[Items listed in a dataset]

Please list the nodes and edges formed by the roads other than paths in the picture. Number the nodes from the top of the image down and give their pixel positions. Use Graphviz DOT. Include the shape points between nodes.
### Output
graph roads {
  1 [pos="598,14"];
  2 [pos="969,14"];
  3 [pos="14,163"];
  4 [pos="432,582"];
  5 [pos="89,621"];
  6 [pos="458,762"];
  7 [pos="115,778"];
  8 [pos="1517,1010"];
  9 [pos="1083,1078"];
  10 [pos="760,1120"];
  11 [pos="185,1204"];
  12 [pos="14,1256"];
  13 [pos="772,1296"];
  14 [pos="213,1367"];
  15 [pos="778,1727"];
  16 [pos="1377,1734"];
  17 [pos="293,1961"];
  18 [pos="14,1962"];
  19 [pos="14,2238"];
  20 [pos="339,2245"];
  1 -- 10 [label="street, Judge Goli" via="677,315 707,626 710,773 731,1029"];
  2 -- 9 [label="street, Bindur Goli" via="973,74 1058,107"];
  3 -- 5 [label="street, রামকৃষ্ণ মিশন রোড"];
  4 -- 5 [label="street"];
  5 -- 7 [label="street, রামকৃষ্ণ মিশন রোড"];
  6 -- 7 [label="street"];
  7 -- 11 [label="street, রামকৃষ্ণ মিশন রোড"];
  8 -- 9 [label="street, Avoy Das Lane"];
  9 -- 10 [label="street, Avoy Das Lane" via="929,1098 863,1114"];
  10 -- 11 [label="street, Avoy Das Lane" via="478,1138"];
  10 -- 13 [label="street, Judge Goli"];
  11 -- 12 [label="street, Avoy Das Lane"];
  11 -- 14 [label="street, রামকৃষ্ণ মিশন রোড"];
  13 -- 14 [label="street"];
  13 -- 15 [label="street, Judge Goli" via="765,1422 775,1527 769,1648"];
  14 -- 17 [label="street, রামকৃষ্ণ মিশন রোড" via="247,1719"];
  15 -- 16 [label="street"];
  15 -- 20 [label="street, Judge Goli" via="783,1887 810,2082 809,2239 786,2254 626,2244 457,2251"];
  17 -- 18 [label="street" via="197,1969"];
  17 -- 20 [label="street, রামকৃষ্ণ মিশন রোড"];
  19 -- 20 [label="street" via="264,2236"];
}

PROMPT — Report only how many lines above include "Lane".

SOLUTION — 4